LAUSR

Abstract Hybrid organic light-emitting devices (OLEDs) employing inorganic oxides as carrier transport layer can further improve the performances of OLEDs, such as power efficiency, reduce turn-on voltage and enhance stability. Vacuum thermal evaporating (VTE) and ultrasonic spray coating (USC) molybdenum trioxide (MoO3) films with the thickness of 60 nm are used as hole transport layer (HTL) to realized hybrid OLEDs. USC-MoO3 based OLED performs much better than VTE-MoO3 based OLED. Atom forces microscope images shows that both VTE-MoO3 film and emitting layer deposited on it have an extremely rough surface, offering convenient entrance ports for the intrusion of oxygen and water vapor into organic function layer.
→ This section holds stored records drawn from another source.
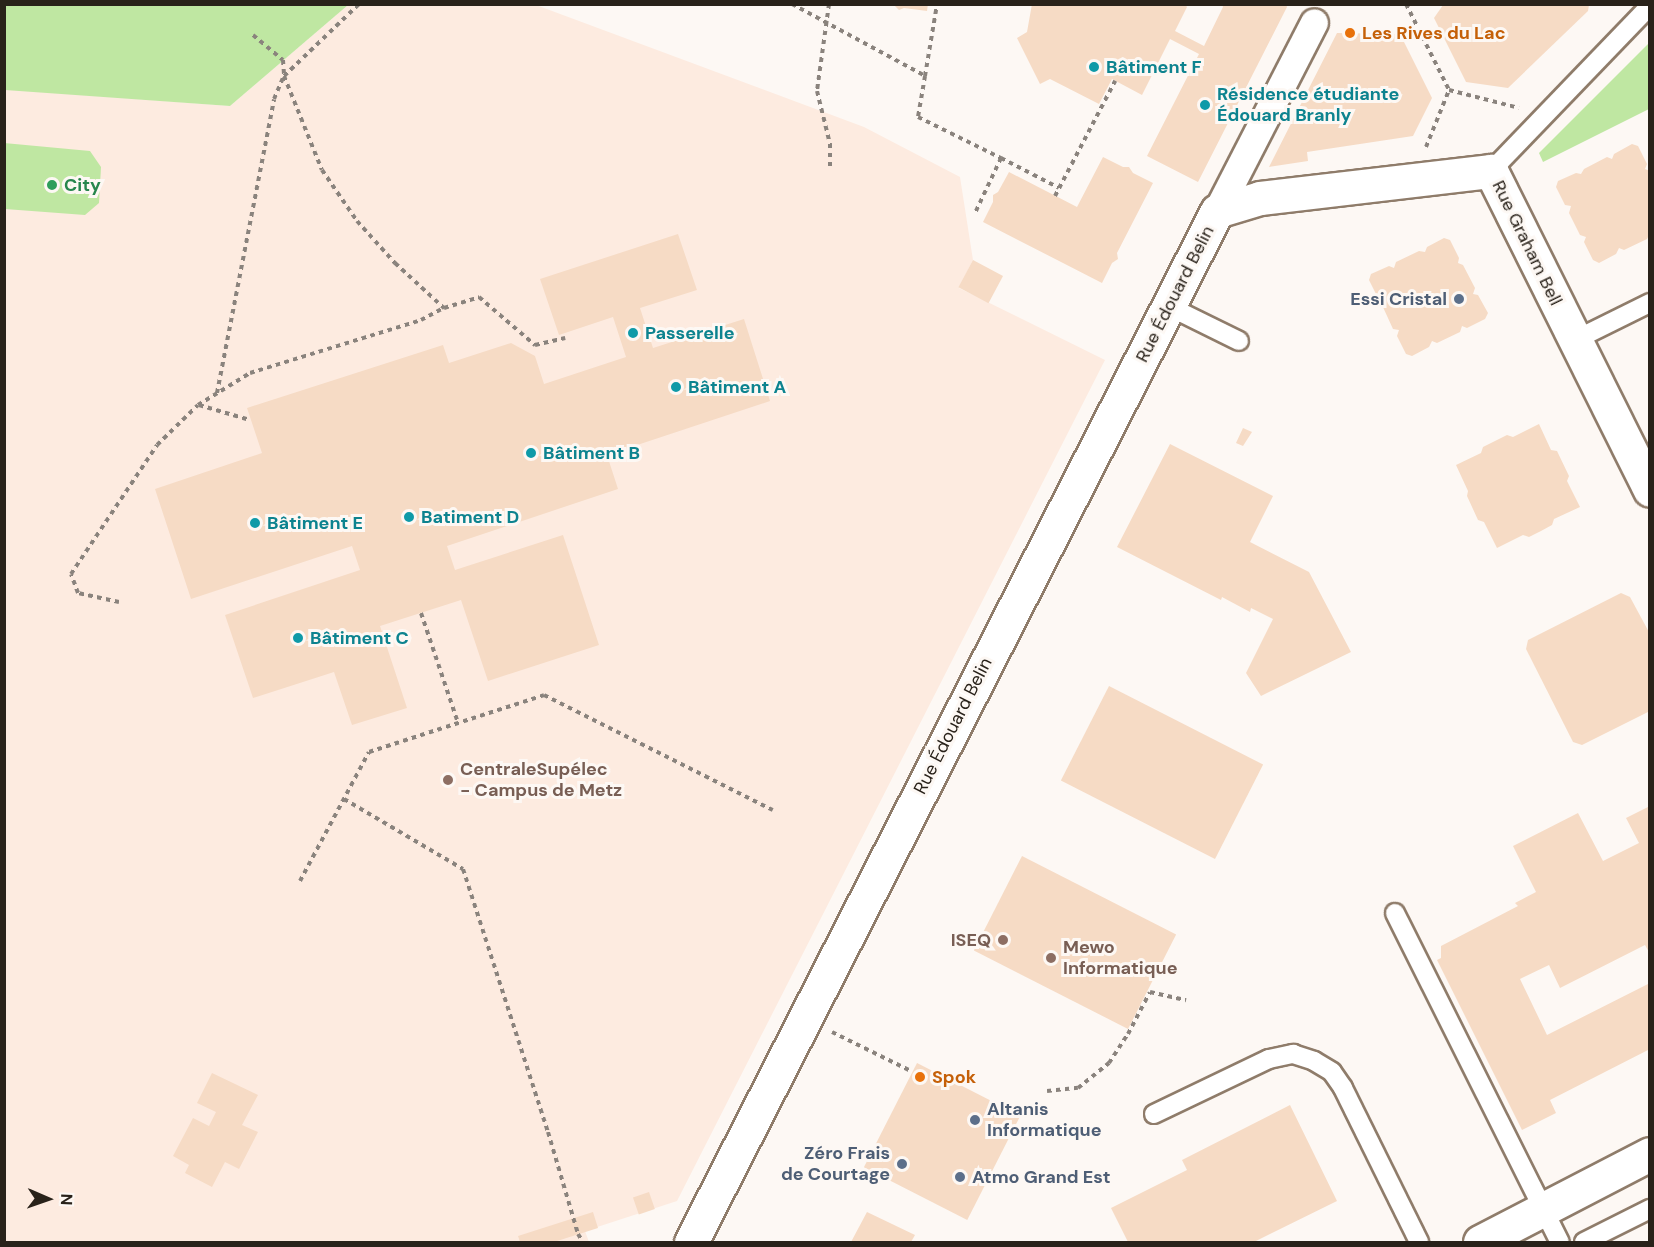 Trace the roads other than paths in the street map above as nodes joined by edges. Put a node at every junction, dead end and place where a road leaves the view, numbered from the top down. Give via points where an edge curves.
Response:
1 (1650, 6) edge
2 (1314, 22) dead end
3 (1491, 171) junction
4 (1260, 198) joint
5 (1217, 211) junction
6 (1650, 303) edge
7 (1168, 306) junction
8 (1575, 340) junction
9 (1239, 341) dead end
10 (1650, 490) edge
11 (1395, 913) dead end
12 (1154, 1114) dead end
13 (1650, 1154) edge
14 (1650, 1209) edge
15 (1543, 1210) junction
16 (691, 1242) edge
17 (1419, 1242) edge
18 (1480, 1242) edge
19 (1560, 1242) edge
20 (1584, 1242) edge

1 - 3 lane
2 - 5 street, Rue Édouard Belin
3 - 4 street, Rue Graham Bell
3 - 8 street, Rue Graham Bell
4 - 5 street, Rue Édouard Belin
5 - 7 street, Rue Édouard Belin
6 - 8 lane
7 - 9 lane
7 - 16 street, Rue Édouard Belin
8 - 10 street, Rue Graham Bell
11 - 15 lane
12 - 17 lane via 1269,1059 1293,1054 1314,1061 1332,1072 1343,1088
13 - 15 street
14 - 20 lane
15 - 18 street
15 - 19 lane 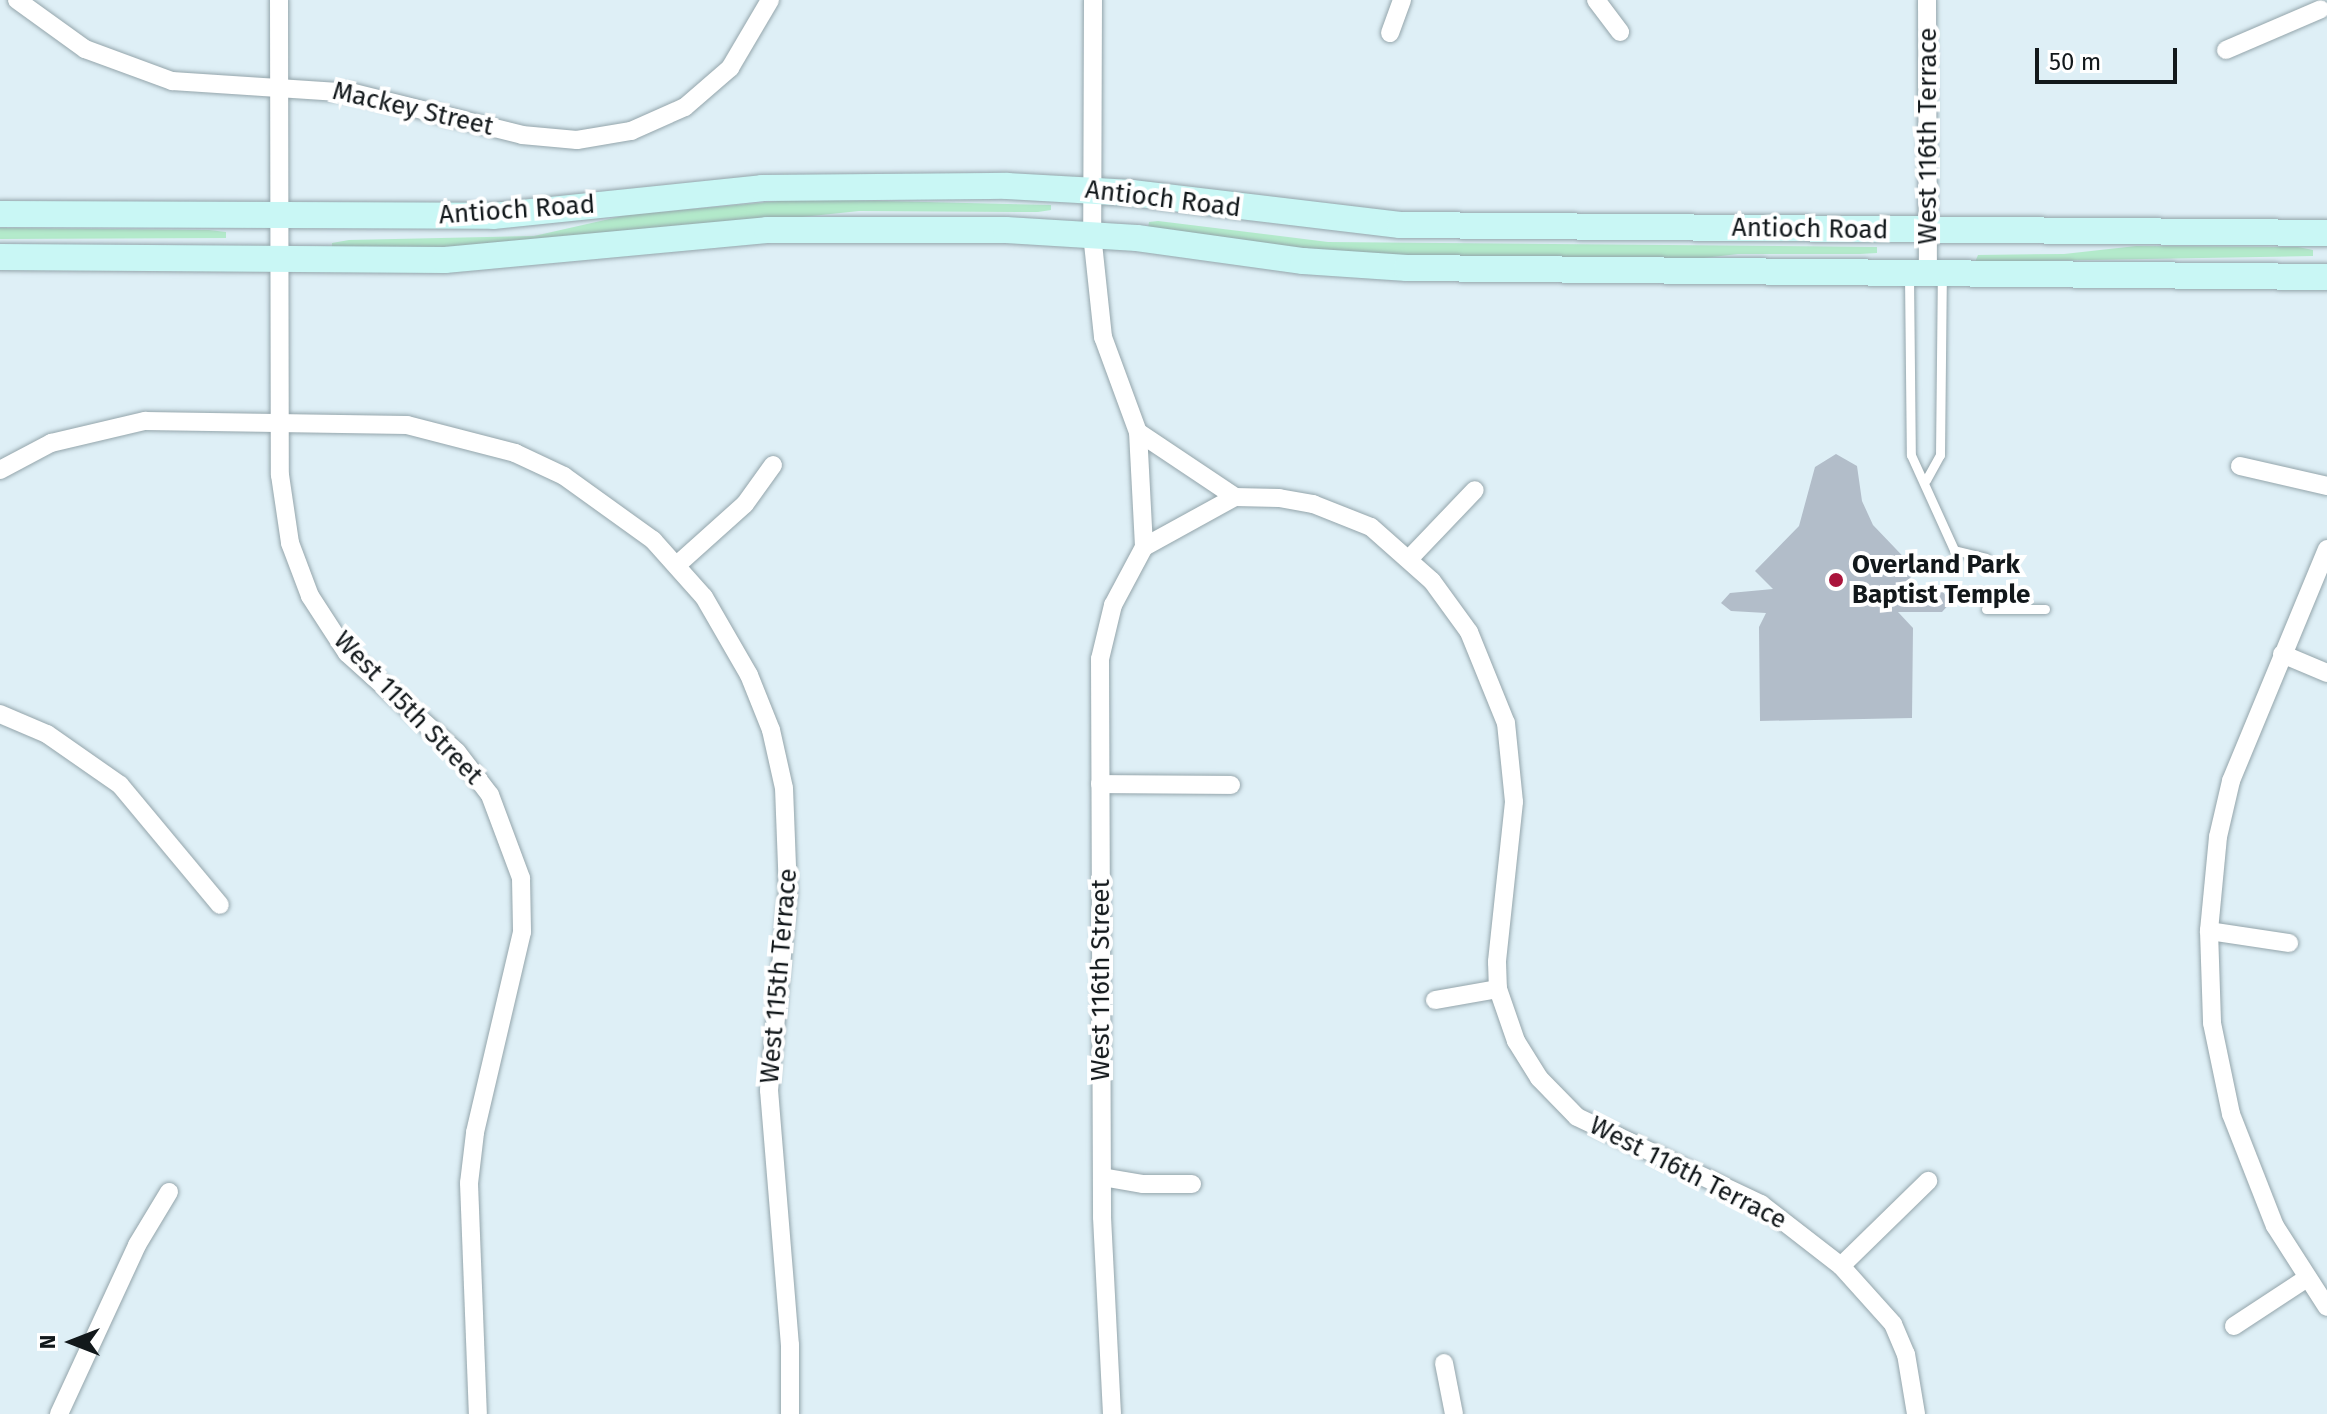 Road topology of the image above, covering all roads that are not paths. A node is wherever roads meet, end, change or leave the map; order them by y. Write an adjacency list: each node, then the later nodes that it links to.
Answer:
1 (17, 0): 12 (street, Mackey Street)
2 (279, 0): 12 (street, West 115th Street)
3 (770, 0): 12 (street, Mackey Street)
4 (1093, 0): 13 (street)
5 (1402, 0): 10 (street)
6 (1596, 0): 9 (street)
7 (1927, 0): 16 (street, West 116th Terrace)
8 (2322, 10): 11 (street)
9 (1620, 32)
10 (1390, 33)
11 (2226, 50)
12 (282, 88): 15 (street, West 115th Street)
13 (1091, 189): 15 (main road, Antioch Road); 16 (main road, Antioch Road); 18 (street)
14 (0, 214): 15 (main road, Antioch Road)
15 (283, 216): 20 (street, West 115th Street)
16 (1928, 230): 17 (main road, Antioch Road); 21 (street, West 116th Terrace)
17 (2327, 233)
18 (1092, 234): 20 (main road, Antioch Road); 21 (main road, Antioch Road); 24 (street)
19 (0, 257): 20 (main road, Antioch Road)
20 (283, 259): 23 (street, West 115th Street)
21 (1926, 273): 22 (main road, Antioch Road); 28 (lane); 28 (lane)
22 (2327, 277)
23 (280, 421): 27 (street, West 115th Terrace); 36 (street, West 115th Terrace); 59 (street, West 115th Street)
24 (1138, 432): 31 (street); 32 (street)
25 (773, 465): 36 (street)
26 (2240, 466): 29 (street)
27 (0, 470)
28 (1926, 480): 34 (lane)
29 (2327, 486)
30 (1475, 490): 35 (street)
31 (1235, 497): 32 (street); 35 (street, West 116th Terrace)
32 (1144, 547): 42 (street, West 116th Street)
33 (2327, 549): 39 (street)
34 (1986, 558)
35 (1409, 559): 47 (street, West 116th Terrace)
36 (677, 565): 60 (street, West 115th Terrace)
37 (1986, 609): 38 (lane)
38 (2045, 609)
39 (2282, 654): 40 (street); 45 (street)
40 (2327, 673)
41 (0, 714): 44 (street)
42 (1100, 784): 43 (street); 49 (street, West 116th Street)
43 (1231, 785)
44 (220, 905)
45 (2209, 931): 46 (street); 54 (street)
46 (2289, 943)
47 (1498, 989): 48 (street); 53 (street, West 116th Terrace)
48 (1435, 1000)
49 (1102, 1177): 51 (street); 61 (street, West 116th Street)
50 (1928, 1181): 53 (street)
51 (1192, 1184)
52 (169, 1192): 58 (street)
53 (1841, 1266): 63 (street, West 116th Terrace)
54 (2307, 1278): 55 (street); 56 (street)
55 (2327, 1307)
56 (2234, 1326)
57 (1444, 1363): 62 (street)
58 (59, 1414)
59 (478, 1414)
60 (790, 1414)
61 (1112, 1414)
62 (1454, 1414)
63 (1916, 1414)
Nevertheless, USC MoO3 film and emitting layer deposited on it exhibit much smoother surface so that oxygen and water vapor must completely destroy the metal cathode before they intrude in the organic function layers. Besides, to prevent MoO3 quenching excitons, host material with excellent hole transport property is used to restrict exciton recombination region at the interface between emitting layer and electron transport layer. As a result, hybrid OLEDs employing USC-MoO3 as HTL are realized with low turn-on voltage, improved efficiency and stability.